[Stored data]
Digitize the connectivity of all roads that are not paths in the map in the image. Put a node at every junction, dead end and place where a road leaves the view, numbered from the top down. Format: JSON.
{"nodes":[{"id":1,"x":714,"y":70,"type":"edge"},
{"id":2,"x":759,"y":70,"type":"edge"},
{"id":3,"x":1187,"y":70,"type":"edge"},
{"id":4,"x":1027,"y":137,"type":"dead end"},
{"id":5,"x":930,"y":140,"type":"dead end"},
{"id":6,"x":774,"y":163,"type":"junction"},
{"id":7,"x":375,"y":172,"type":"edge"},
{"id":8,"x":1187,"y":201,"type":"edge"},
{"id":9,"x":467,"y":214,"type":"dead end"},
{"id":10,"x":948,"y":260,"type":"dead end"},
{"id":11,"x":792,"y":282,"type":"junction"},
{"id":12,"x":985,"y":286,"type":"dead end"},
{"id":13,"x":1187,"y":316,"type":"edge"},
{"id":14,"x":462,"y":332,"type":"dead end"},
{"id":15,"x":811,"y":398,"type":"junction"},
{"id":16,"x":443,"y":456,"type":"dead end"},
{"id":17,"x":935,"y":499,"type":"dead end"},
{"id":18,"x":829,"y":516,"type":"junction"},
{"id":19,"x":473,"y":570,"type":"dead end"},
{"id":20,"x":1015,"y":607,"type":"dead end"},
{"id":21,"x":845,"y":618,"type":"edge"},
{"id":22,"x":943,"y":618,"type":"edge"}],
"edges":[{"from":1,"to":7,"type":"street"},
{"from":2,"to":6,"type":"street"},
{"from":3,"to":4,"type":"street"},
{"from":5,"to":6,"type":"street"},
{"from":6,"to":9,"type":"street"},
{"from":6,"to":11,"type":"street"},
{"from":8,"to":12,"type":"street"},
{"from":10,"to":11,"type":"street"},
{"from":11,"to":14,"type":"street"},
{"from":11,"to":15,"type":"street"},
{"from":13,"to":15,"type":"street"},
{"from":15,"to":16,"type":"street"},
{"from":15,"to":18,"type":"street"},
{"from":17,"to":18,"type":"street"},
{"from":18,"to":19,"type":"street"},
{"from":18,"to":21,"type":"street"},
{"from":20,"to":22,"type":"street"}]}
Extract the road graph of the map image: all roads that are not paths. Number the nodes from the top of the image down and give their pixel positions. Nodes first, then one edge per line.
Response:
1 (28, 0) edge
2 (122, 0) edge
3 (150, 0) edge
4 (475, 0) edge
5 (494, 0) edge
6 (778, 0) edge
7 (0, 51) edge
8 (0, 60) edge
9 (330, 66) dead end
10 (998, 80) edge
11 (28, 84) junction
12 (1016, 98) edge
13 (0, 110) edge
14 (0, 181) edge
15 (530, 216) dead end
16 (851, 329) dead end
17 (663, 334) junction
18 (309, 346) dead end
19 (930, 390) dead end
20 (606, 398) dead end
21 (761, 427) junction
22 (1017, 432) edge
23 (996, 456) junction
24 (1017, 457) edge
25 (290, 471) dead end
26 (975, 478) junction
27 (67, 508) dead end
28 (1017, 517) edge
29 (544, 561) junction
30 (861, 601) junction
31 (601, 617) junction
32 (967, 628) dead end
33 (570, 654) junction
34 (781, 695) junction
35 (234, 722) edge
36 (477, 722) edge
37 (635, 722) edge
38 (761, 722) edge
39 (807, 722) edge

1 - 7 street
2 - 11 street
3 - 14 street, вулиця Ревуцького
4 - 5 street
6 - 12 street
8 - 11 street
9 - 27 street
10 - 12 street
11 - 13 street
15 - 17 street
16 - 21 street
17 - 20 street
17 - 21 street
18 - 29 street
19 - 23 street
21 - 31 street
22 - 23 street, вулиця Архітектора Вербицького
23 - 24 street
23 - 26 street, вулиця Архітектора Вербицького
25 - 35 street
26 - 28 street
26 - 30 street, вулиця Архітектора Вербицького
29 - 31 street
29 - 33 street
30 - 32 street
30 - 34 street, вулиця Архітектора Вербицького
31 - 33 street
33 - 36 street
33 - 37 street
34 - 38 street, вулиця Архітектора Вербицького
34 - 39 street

> **EXERCISE DETAILS**
Your answer should consist of the lines above that hold the word "down", copied exactly.

> **SOLUTION BELOW**
Digitize the connectivity of all roads that are not paths in the map in the image. Put a node at every junction, dead end and place where a road leaves the view, numbered from the top down. Format: JSON.
Extract the road graph of the map image: all roads that are not paths. Number the nodes from the top of the image down and give their pixel positions. Nodes first, then one edge per line.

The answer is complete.